• _Directions for this task_:
Filter on the word "dead": copy each matching line from the listing below.

——

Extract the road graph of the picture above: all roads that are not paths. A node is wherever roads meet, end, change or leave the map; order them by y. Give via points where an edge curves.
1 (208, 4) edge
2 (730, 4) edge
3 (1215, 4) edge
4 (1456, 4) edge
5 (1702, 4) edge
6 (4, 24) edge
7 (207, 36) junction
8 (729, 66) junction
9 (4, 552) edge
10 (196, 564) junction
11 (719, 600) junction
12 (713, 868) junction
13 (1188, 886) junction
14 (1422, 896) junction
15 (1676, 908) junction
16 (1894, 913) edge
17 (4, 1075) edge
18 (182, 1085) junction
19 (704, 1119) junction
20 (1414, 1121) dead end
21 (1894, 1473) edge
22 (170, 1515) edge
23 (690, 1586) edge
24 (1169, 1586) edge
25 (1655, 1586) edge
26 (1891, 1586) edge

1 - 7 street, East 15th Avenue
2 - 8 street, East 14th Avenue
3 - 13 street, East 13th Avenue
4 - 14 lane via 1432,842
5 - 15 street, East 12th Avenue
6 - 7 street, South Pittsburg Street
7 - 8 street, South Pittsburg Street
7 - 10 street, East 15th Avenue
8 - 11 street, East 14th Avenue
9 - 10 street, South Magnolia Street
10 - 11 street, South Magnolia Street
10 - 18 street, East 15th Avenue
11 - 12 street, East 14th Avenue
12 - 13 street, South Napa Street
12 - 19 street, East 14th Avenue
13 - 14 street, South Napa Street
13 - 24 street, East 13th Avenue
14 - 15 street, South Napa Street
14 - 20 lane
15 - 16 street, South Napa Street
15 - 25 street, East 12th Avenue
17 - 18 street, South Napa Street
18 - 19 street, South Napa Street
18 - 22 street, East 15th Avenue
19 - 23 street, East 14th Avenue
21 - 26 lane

——

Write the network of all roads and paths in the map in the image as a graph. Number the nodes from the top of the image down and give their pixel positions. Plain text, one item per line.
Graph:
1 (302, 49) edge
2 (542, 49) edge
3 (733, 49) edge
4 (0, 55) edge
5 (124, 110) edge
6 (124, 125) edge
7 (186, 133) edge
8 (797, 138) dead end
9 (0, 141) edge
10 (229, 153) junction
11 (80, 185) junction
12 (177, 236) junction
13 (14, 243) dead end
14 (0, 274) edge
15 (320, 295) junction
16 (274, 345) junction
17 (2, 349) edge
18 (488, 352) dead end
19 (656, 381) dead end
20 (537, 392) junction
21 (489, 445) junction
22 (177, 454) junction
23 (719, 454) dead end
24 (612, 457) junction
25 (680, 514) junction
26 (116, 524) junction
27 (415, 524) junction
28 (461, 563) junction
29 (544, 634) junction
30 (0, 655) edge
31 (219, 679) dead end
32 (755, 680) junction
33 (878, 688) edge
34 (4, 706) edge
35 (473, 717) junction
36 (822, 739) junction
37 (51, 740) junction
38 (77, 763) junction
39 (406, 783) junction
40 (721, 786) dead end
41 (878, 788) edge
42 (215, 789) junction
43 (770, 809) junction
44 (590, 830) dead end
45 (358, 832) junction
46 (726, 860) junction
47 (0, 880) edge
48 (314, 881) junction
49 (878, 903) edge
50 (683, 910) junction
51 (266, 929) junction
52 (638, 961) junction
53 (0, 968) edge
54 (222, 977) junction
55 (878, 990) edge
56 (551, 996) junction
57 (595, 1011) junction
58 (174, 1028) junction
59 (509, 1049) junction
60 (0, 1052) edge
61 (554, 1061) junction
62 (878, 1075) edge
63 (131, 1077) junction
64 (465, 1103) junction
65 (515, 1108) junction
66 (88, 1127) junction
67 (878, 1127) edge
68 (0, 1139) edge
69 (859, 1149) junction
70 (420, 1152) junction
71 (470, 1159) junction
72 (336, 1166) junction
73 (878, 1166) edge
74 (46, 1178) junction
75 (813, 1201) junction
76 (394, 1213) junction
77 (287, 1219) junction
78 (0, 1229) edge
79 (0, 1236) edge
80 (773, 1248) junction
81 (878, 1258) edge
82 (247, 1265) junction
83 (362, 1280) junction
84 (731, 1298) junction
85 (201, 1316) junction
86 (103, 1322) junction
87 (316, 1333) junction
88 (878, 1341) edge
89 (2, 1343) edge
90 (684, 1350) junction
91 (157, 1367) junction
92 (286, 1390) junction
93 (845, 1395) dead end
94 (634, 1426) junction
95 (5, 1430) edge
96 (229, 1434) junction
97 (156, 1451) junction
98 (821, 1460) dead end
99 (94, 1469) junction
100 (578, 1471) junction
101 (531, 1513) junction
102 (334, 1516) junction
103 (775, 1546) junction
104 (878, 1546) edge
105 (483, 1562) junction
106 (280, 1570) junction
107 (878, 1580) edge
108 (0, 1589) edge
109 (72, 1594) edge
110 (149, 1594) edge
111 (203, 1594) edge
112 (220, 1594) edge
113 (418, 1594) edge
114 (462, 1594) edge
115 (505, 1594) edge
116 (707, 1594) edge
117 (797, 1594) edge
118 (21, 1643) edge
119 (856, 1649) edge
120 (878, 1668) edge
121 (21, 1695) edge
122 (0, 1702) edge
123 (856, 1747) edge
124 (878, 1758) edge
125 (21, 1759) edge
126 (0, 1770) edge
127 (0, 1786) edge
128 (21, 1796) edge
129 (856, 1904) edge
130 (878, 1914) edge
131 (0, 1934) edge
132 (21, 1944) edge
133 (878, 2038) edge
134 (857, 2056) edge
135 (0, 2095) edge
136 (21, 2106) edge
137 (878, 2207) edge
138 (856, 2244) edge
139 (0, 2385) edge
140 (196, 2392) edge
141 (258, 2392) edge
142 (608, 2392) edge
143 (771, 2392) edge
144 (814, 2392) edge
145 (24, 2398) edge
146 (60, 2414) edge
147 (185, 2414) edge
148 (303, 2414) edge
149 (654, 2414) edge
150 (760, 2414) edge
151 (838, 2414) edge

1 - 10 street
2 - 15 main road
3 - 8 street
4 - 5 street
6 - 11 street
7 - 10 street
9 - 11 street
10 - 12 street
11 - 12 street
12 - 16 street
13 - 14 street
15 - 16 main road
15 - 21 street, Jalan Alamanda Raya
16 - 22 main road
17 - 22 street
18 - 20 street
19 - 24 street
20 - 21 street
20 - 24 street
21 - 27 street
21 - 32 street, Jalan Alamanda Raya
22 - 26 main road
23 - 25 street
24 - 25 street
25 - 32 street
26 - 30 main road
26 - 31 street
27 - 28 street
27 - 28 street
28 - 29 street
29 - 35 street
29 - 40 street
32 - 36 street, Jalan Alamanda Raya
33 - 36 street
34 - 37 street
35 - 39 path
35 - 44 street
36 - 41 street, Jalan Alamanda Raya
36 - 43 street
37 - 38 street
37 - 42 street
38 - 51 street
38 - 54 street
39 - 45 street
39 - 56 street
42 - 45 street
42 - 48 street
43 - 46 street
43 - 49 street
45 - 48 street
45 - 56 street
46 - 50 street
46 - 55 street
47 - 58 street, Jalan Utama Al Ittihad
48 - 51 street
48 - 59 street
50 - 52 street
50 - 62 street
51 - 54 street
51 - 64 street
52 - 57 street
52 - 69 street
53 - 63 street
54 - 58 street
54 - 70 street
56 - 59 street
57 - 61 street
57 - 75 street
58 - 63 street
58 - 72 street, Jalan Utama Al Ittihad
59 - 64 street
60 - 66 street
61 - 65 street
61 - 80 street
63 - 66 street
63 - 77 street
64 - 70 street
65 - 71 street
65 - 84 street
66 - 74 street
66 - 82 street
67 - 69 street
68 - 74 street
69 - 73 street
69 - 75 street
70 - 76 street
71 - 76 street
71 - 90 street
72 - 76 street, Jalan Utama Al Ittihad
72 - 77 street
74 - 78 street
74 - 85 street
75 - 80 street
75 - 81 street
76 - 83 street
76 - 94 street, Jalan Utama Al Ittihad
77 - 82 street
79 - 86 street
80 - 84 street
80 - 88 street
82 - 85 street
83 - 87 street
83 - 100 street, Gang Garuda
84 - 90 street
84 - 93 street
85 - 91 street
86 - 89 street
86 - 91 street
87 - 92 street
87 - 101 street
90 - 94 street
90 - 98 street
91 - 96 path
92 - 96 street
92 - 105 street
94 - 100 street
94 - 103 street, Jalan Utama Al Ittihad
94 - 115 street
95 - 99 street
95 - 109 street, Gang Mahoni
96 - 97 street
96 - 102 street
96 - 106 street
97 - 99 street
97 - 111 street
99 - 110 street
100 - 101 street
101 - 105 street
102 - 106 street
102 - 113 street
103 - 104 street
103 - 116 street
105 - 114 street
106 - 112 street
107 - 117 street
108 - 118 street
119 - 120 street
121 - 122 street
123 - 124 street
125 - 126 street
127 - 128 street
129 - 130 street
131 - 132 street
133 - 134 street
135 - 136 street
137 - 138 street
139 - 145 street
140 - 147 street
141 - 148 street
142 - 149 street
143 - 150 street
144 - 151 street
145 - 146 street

——

• _Written answer_:
20 (1414, 1121) dead end
8 (797, 138) dead end
13 (14, 243) dead end
18 (488, 352) dead end
19 (656, 381) dead end
23 (719, 454) dead end
31 (219, 679) dead end
40 (721, 786) dead end
44 (590, 830) dead end
93 (845, 1395) dead end
98 (821, 1460) dead end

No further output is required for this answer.